▶ [Task details]
The data below is to be transcribed word for word; pictures are to be excluded.

▶ [Dataset extract]
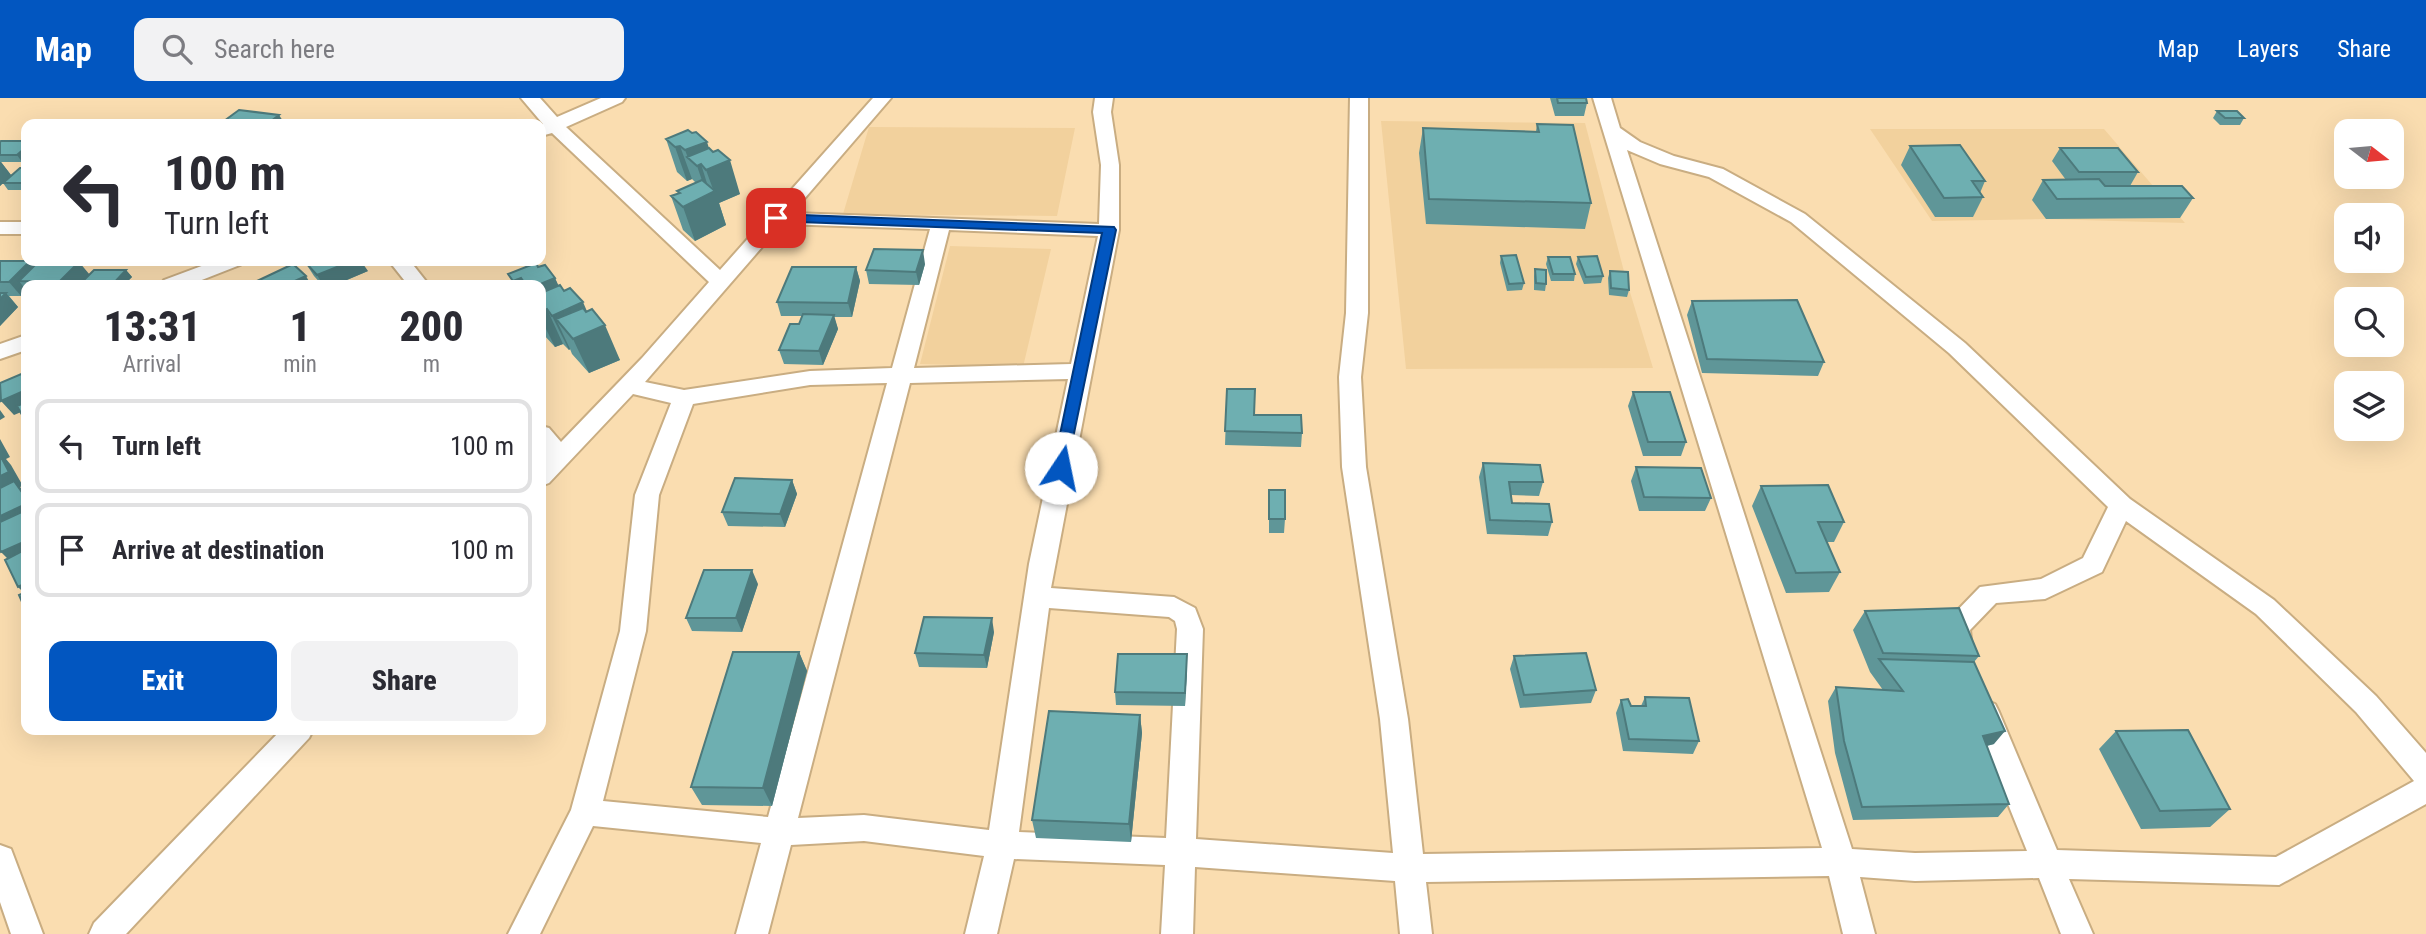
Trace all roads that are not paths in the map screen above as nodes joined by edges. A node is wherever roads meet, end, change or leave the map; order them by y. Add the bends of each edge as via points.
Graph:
1 (530, 98) edge
2 (616, 98) edge
3 (883, 98) edge
4 (1104, 98) edge
5 (1359, 98) edge
6 (1602, 98) edge
7 (542, 119) edge
8 (547, 128) edge
9 (1613, 131) junction
10 (776, 218) junction
11 (941, 224) junction
12 (0, 228) edge
13 (21, 228) edge
14 (1109, 230) junction
15 (220, 266) edge
16 (403, 266) edge
17 (183, 280) edge
18 (415, 280) edge
19 (721, 282) junction
20 (21, 344) edge
21 (0, 352) edge
22 (1080, 371) junction
23 (901, 375) junction
24 (629, 386) junction
25 (684, 398) junction
26 (546, 440) edge
27 (560, 457) junction
28 (546, 472) edge
29 (2121, 505) junction
30 (1038, 597) junction
31 (294, 735) edge
32 (2426, 774) edge
33 (2426, 789) edge
34 (585, 812) junction
35 (781, 832) junction
36 (1002, 845) junction
37 (1181, 852) junction
38 (0, 859) edge
39 (1841, 862) junction
40 (2048, 864) junction
41 (1410, 868) junction
42 (27, 934) edge
43 (104, 934) edge
44 (524, 934) edge
45 (752, 934) edge
46 (981, 934) edge
47 (1177, 934) edge
48 (1416, 934) edge
49 (1859, 934) edge
50 (2077, 934) edge

1 - 7 street
2 - 8 street
3 - 10 street
4 - 14 street
5 - 41 street via 1357,313 1350,377 1354,467 1394,719
6 - 9 street
8 - 19 street
9 - 29 street via 1667,160 1716,173 1798,218 1957,348
9 - 39 street
10 - 11 street
10 - 19 street
11 - 14 street
11 - 23 street
12 - 13 street
14 - 22 street
15 - 17 street
16 - 18 street
19 - 24 street
20 - 21 street
22 - 23 street
22 - 30 street
23 - 25 street via 810,377
23 - 35 street
24 - 25 street
24 - 27 street
25 - 34 street via 647,495 633,631
26 - 27 street
27 - 28 street
29 - 32 street via 2265,607 2366,704
29 - 40 street via 2093,565 2045,589 1989,594 1957,627 1960,653
30 - 36 street
30 - 37 street via 1174,607 1186,615 1190,629
31 - 43 street
33 - 40 street via 2279,871
34 - 35 street
34 - 44 street
35 - 36 street via 864,828
35 - 45 street
36 - 37 street
36 - 46 street
37 - 41 street
37 - 47 street
38 - 42 street
39 - 40 street via 1915,867
39 - 41 street
39 - 49 street
40 - 50 street
41 - 48 street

▶ [Written answer]
Trace all roads that are not paths in the map screen above as nodes joined by edges. A node is wherever roads meet, end, change or leave the map; order them by y. Add the bends of each edge as via points.
Graph:
1 (530, 98) edge
2 (616, 98) edge
3 (883, 98) edge
4 (1104, 98) edge
5 (1359, 98) edge
6 (1602, 98) edge
7 (542, 119) edge
8 (547, 128) edge
9 (1613, 131) junction
10 (776, 218) junction
11 (941, 224) junction
12 (0, 228) edge
13 (21, 228) edge
14 (1109, 230) junction
15 (220, 266) edge
16 (403, 266) edge
17 (183, 280) edge
18 (415, 280) edge
19 (721, 282) junction
20 (21, 344) edge
21 (0, 352) edge
22 (1080, 371) junction
23 (901, 375) junction
24 (629, 386) junction
25 (684, 398) junction
26 (546, 440) edge
27 (560, 457) junction
28 (546, 472) edge
29 (2121, 505) junction
30 (1038, 597) junction
31 (294, 735) edge
32 (2426, 774) edge
33 (2426, 789) edge
34 (585, 812) junction
35 (781, 832) junction
36 (1002, 845) junction
37 (1181, 852) junction
38 (0, 859) edge
39 (1841, 862) junction
40 (2048, 864) junction
41 (1410, 868) junction
42 (27, 934) edge
43 (104, 934) edge
44 (524, 934) edge
45 (752, 934) edge
46 (981, 934) edge
47 (1177, 934) edge
48 (1416, 934) edge
49 (1859, 934) edge
50 (2077, 934) edge

1 - 7 street
2 - 8 street
3 - 10 street
4 - 14 street
5 - 41 street via 1357,313 1350,377 1354,467 1394,719
6 - 9 street
8 - 19 street
9 - 29 street via 1667,160 1716,173 1798,218 1957,348
9 - 39 street
10 - 11 street
10 - 19 street
11 - 14 street
11 - 23 street
12 - 13 street
14 - 22 street
15 - 17 street
16 - 18 street
19 - 24 street
20 - 21 street
22 - 23 street
22 - 30 street
23 - 25 street via 810,377
23 - 35 street
24 - 25 street
24 - 27 street
25 - 34 street via 647,495 633,631
26 - 27 street
27 - 28 street
29 - 32 street via 2265,607 2366,704
29 - 40 street via 2093,565 2045,589 1989,594 1957,627 1960,653
30 - 36 street
30 - 37 street via 1174,607 1186,615 1190,629
31 - 43 street
33 - 40 street via 2279,871
34 - 35 street
34 - 44 street
35 - 36 street via 864,828
35 - 45 street
36 - 37 street
36 - 46 street
37 - 41 street
37 - 47 street
38 - 42 street
39 - 40 street via 1915,867
39 - 41 street
39 - 49 street
40 - 50 street
41 - 48 street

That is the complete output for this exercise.